El sol caía lento sobre las casitas blancas y las cúpulas azules de Santorini, pintando el cielo de tonos anaranjados y rosas. Tú y Pau caminabais despacio por las estrechas callejuelas, apenas hablando, pero disfrutando de la compañía mutua en ese silencio cómodo que solo dos personas que se quieren conocen.
Pau, con sus dieciocho años recién cumplidos, llevaba la cámara colgada al cuello, aunque hoy apenas la usaba. Más interesado en mirarte a ti, en observar cómo la luz resaltaba cada detalle de tu rostro, cómo el viento jugueteaba con tu pelo.
De repente, Pau te cogió de la mano con esa firmeza que siempre tenía cuando quería que supieras que estaba contigo, que no te dejaría ir. Sin mediar palabra, te acercó a un pequeño mirador con vistas al mar. Sin ser demasiado romántico, simplemente apoyó tu mano sobre la barandilla, como si quisiese compartir contigo ese momento y que lo sintieras igual de suyo.

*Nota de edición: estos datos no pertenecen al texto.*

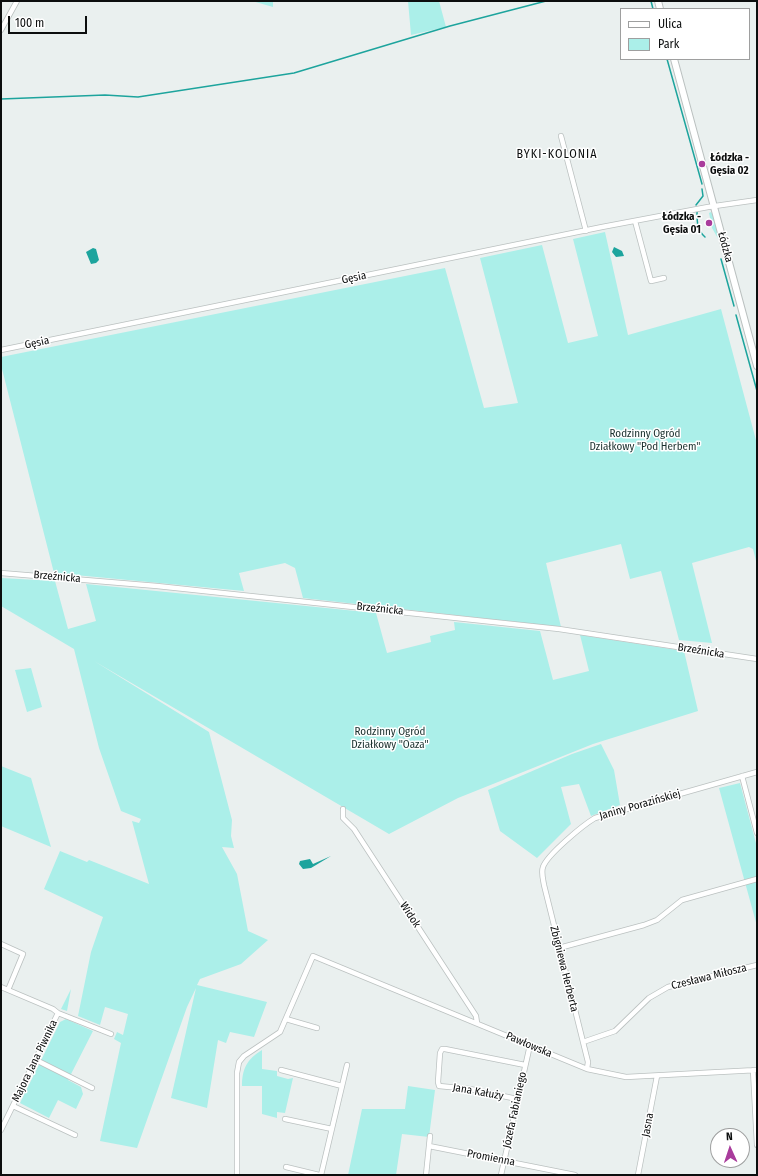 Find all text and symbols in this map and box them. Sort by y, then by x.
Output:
scale bar [10,8,89,34]
legend [620,8,750,60]
text: 100 m [15,16,44,30]
text: Ulica [658,17,682,31]
text: Park [658,37,679,51]
district label: BYKI-KOLONIA [517,148,597,162]
place label: Łódzka - Gęsia 02 [710,151,749,177]
marker: Łódzka - Gęsia 02 [697,159,707,169]
place label: Łódzka - Gęsia 01 [662,210,701,236]
marker: Łódzka - Gęsia 01 [704,218,714,228]
street label: Łódzka [715,230,735,264]
street label: Gęsia [341,269,367,287]
street label: Gęsia [24,334,50,352]
park label: Rodzinny Ogród Działkowy "Pod Herbem" [590,427,700,453]
street label: Brzeźnicka [33,568,81,586]
street label: Brzeźnicka [356,600,404,618]
street label: Brzeźnicka [677,641,725,661]
park label: Rodzinny Ogród Działkowy "Oaza" [351,725,429,751]
street label: Janiny Porazińskiej [598,787,682,823]
street label: Widok [397,900,423,930]
street label: Zbigniewa Herberta [547,925,581,1013]
street label: Czesława Miłosza [670,961,748,993]
street label: Majora Jana Piwnika [9,1018,61,1104]
street label: Pawłowska [504,1029,554,1061]
street label: Józefa Fabianiego [500,1071,530,1149]
street label: Jana Kałuży [452,1081,504,1103]
street label: Jasna [639,1112,657,1138]
north arrow [710,1128,750,1168]
text: N [726,1130,733,1143]
street label: Promienna [466,1147,516,1169]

—Mira —dijo, señalando hacia el horizonte—, no sé cómo puede haber un sitio tan tranquilo y a la vez tan bonito.
Luego, sin dejar de mirarte a los ojos, apartó un mechón de tu frente que el viento había despeinado. No era un gesto grandilocuente, pero a ti te pareció el más sincero del mundo.
Durante esa tarde, Pau fue el que siempre estuvo pendiente de ti. Cuando entrabais a una pequeña tetería, se aseguraba de que tu silla estuviera cómoda. Si te sentías cansada, te ofrecía su chaqueta aunque él mismo tuviera un poco de frío. Y cuando os sentasteis a ver la puesta de sol en la playa, fue él quien sacó la manta que había traído y la extendió para que no te mancharas con la arena.
Más tarde, al caer la noche, mientras caminabais por el puerto, Pau se paró de repente, te miró serio y te dijo que quería enseñarte algo. Sin decir nada más, te llevó a una pequeña tienda de recuerdos, y eligió una pulsera sencilla, de cuerda azul, que te puso en la muñeca con cuidado.
—Para que recuerdes esto —susurró—, para que sepas que aquí estuve yo.